Texte intégral
Vu la procédure suivante :
Procédure contentieuse antérieure :
Mme B... A..., anciennement dénommée Clément, a demandé au tribunal administratif de Montpellier d’annuler la décision du 12 février 2021 par laquelle le maire de Prats-de-Mollo-la-Preste a rejeté sa demande de protection fonctionnelle, d’enjoindre à la commune de Prats-de-Mollo-la-Preste de lui accorder la protection fonctionnelle dans un délai de quinze jours à compter du jugement, sous astreinte de 100 euros par jour de retard et de mettre à la charge de cette commune la somme de 1 500 euros au titre de l’article L. 761-1 du code de justice administrative.
Par un jugement n°2101785 du 13 février 2024, le tribunal administratif de Montpellier a rejeté sa demande.
Procédure devant la cour :
Par une requête, enregistrée le 14 avril 2024, Mme B... A..., anciennement dénommée Clément, représentée par Me Cacciapaglia, demande à la cour :
1°) d’annuler ce jugement du tribunal administratif de Montpellier du 13 février 2024 ;
2°) d’annuler la décision du 12 février 2021 par laquelle le maire de Prats-de-Mollo-la-Preste a refusé de lui accorder le bénéfice de la protection fonctionnelle ;
3°) d’enjoindre à la commune de Prats-de-Mollo-la-Preste de lui accorder la protection fonctionnelle dans un délai de quinze jours à compter de l’arrêt à intervenir, sous astreinte de 100 euros par jour de retard ;
4°) de mettre à la charge de la commune de Prats-de-Mollo-la-Preste la somme de 2 000 euros au titre de l’article L. 761-1 du code de justice administrative.
Elle soutient que :
- le jugement attaqué est irrégulier dès lors que les premiers juges ont commis une erreur d’appréciation ;
- la décision du 12 février 2021 portant refus de protection fonctionnelle est insuffisamment motivée en fait, en méconnaissance des articles L. 211-2 et L. 211-5 du code des relations entre le public et l’administration ;
- sa demande de protection fonctionnelle était fondée sur des agissements du maire de Prats-de-Mollo-la-Preste, de sorte que ce dernier ne pouvait statuer sur cette demande sans méconnaître le principe d’impartialité ;
- la décision en litige méconnaît les articles 11 et 6 quinquies de la loi du 13 juillet 1983 portant droits et obligations des fonctionnaires, dès lors que le maire de Prats-de-Mollo-la-Preste a tenu des propos diffamatoires à son sujet, affirmant qu’elle était trop souvent absente et « qu’on ne [pouvait] pas lui faire confiance » ; ces propos ont été rapportés par la première adjointe au maire lors du conseil d’école du 3 novembre 2020, tenu en visio-conférence en présence de parents d’élèves ; son comportement est pourtant irréprochable ;
- les agissements intentionnels et répétés du maire de Prats-de-Mollo-la-Preste, qui ont entraîné une dégradation de ses conditions de travail et une altération de sa santé mentale, sont constitutifs de harcèlement moral ;
- la décision en litige est entachée d’un détournement de pouvoir.

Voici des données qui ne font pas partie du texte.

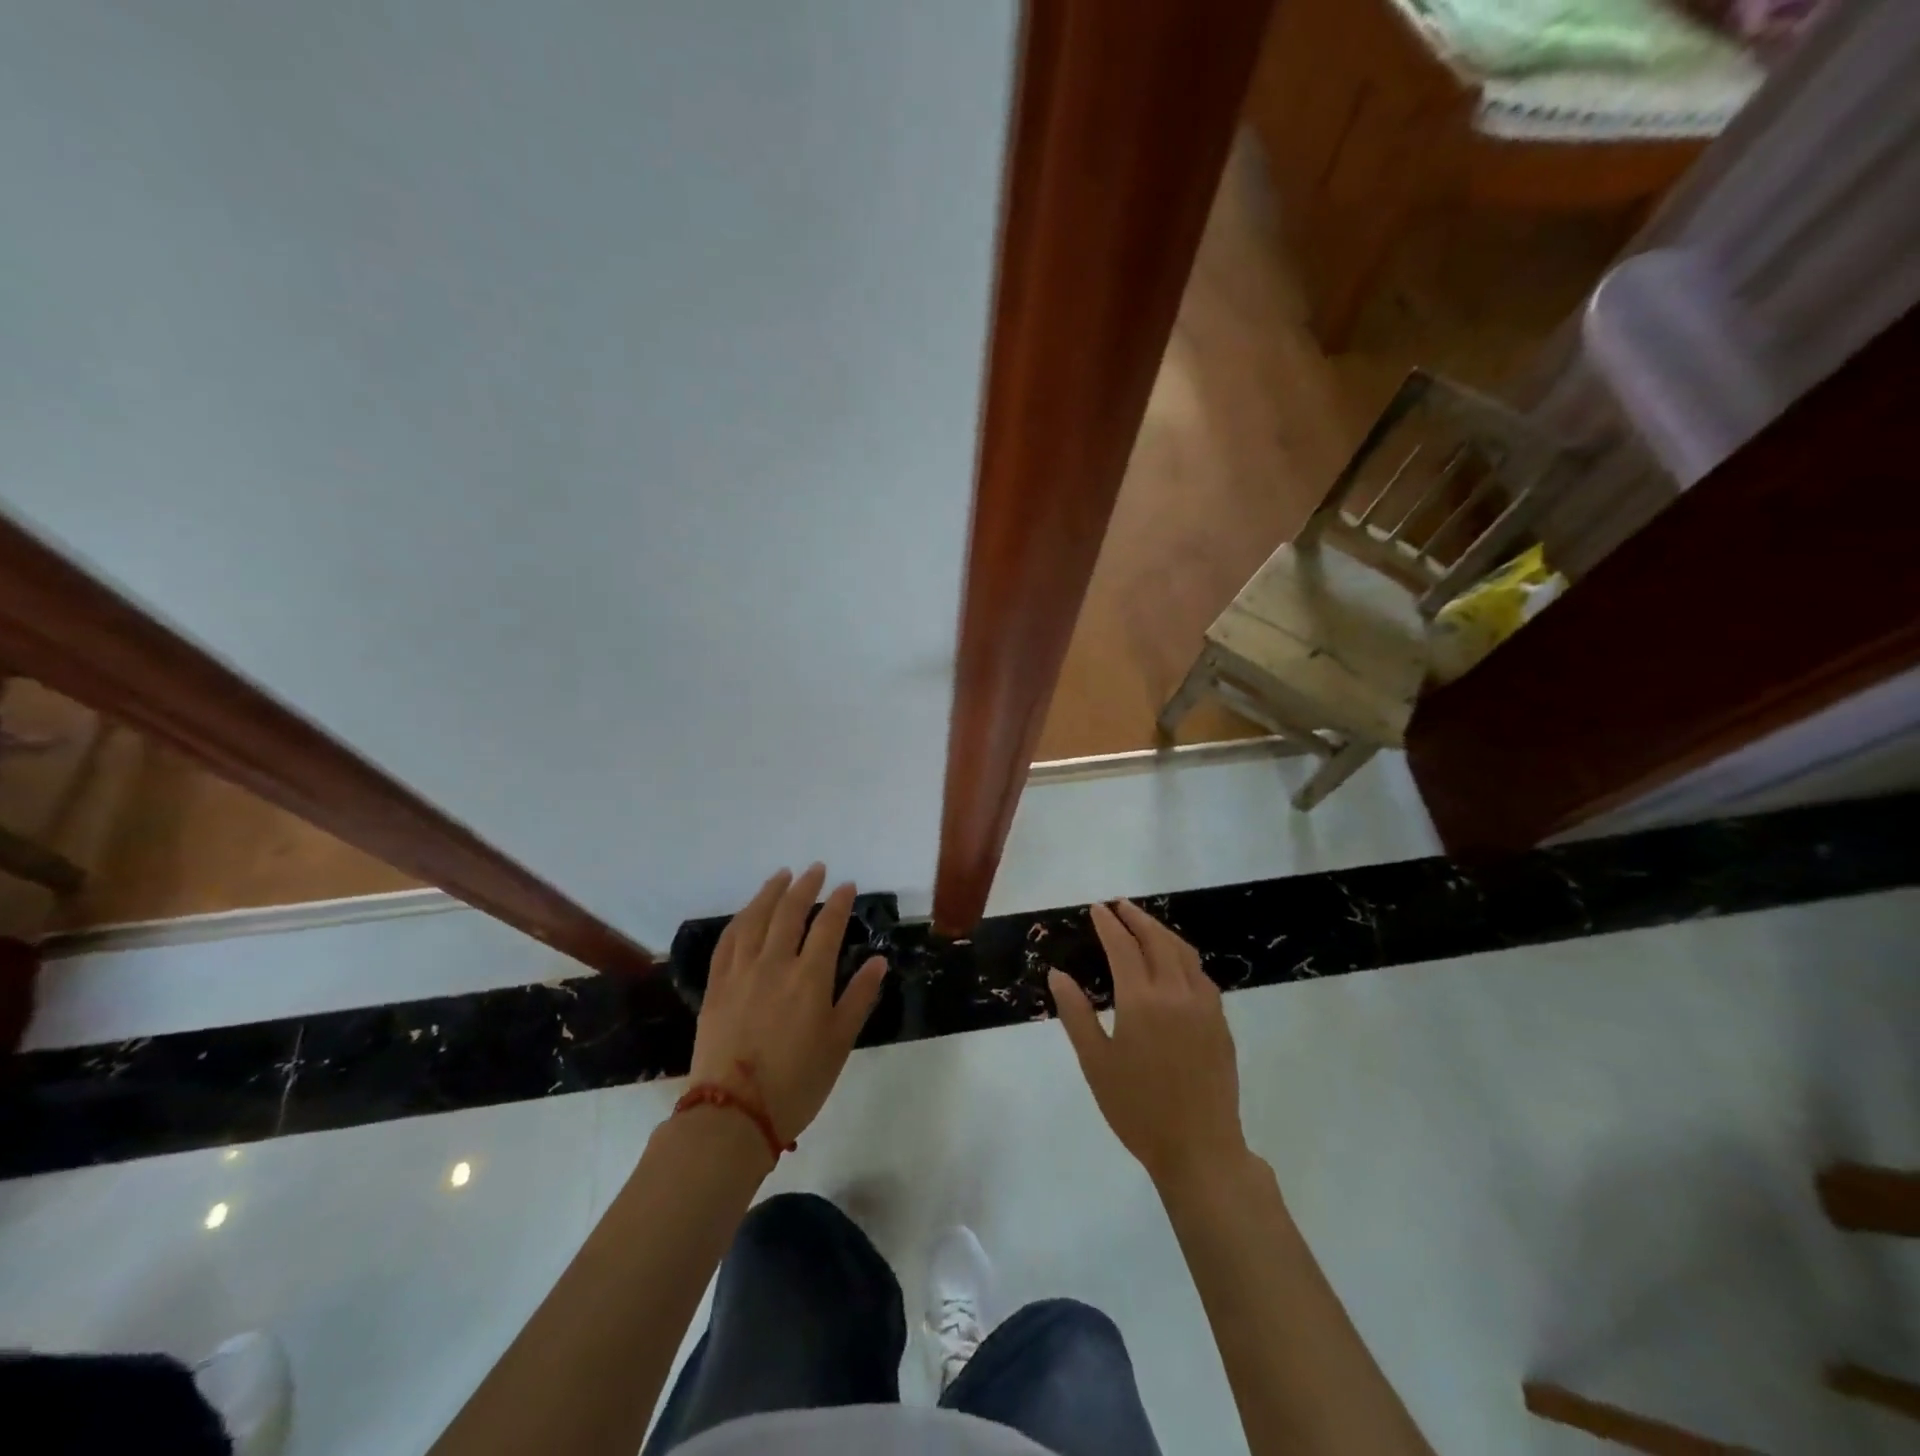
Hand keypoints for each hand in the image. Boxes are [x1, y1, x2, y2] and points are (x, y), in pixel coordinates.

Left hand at [689, 864, 887, 1147]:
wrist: (733, 1115)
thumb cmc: (797, 1083)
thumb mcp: (839, 1043)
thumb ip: (858, 997)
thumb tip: (878, 961)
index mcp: (809, 979)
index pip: (827, 926)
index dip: (839, 902)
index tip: (847, 885)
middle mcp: (774, 965)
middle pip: (789, 912)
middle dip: (805, 886)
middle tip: (816, 869)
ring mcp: (740, 973)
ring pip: (755, 919)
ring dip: (770, 892)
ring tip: (781, 876)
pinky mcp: (716, 986)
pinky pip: (727, 941)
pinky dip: (740, 919)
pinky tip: (747, 913)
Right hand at [1050, 900, 1246, 1190]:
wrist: (1199, 1149)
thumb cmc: (1137, 1109)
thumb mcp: (1095, 1063)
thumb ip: (1076, 1013)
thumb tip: (1058, 973)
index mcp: (1142, 1001)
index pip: (1123, 947)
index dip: (1108, 924)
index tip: (1096, 909)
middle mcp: (1176, 993)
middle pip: (1157, 940)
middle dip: (1136, 918)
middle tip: (1119, 906)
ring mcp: (1204, 1006)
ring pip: (1184, 952)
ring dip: (1162, 932)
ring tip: (1145, 925)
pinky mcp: (1221, 1022)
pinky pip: (1201, 974)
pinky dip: (1183, 956)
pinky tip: (1175, 964)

Par un mémoire en défense, enregistré le 2 juillet 2025, la commune de Prats-de-Mollo-la-Preste, représentée par Me Calvet, conclut au rejet de la requête, à ce que soit mise à la charge de Mme A... la somme de 2 000 euros au titre de l’article L. 761-1 du code de justice administrative et à ce que cette dernière soit condamnée aux entiers dépens.
Elle fait valoir que :
- si l’appelante soutient que le maire ne pouvait statuer sur sa demande de protection fonctionnelle sans méconnaître le principe d’impartialité, ce principe n’a pas été méconnu ; de plus, il n’était pas présent lors du conseil d’école du 3 novembre 2020 ; il ne ressort pas du compte-rendu de cette réunion, ni de la demande de protection fonctionnelle de Mme A..., qu’il aurait tenu les propos dont se prévaut l’intéressée ;
- la décision portant refus de protection fonctionnelle est suffisamment motivée ;
- les propos dont se prévaut Mme A... ne contiennent aucun fait précis et déterminé et ne portent pas atteinte à son honneur ou la considération de sa personne ; ils ne peuvent ainsi être qualifiés de diffamatoires ;
- la décision en litige n’est pas entachée de détournement de pouvoir.
Par une ordonnance du 9 septembre 2025, la clôture d’instruction a été fixée au 9 octobre 2025 à 12 heures.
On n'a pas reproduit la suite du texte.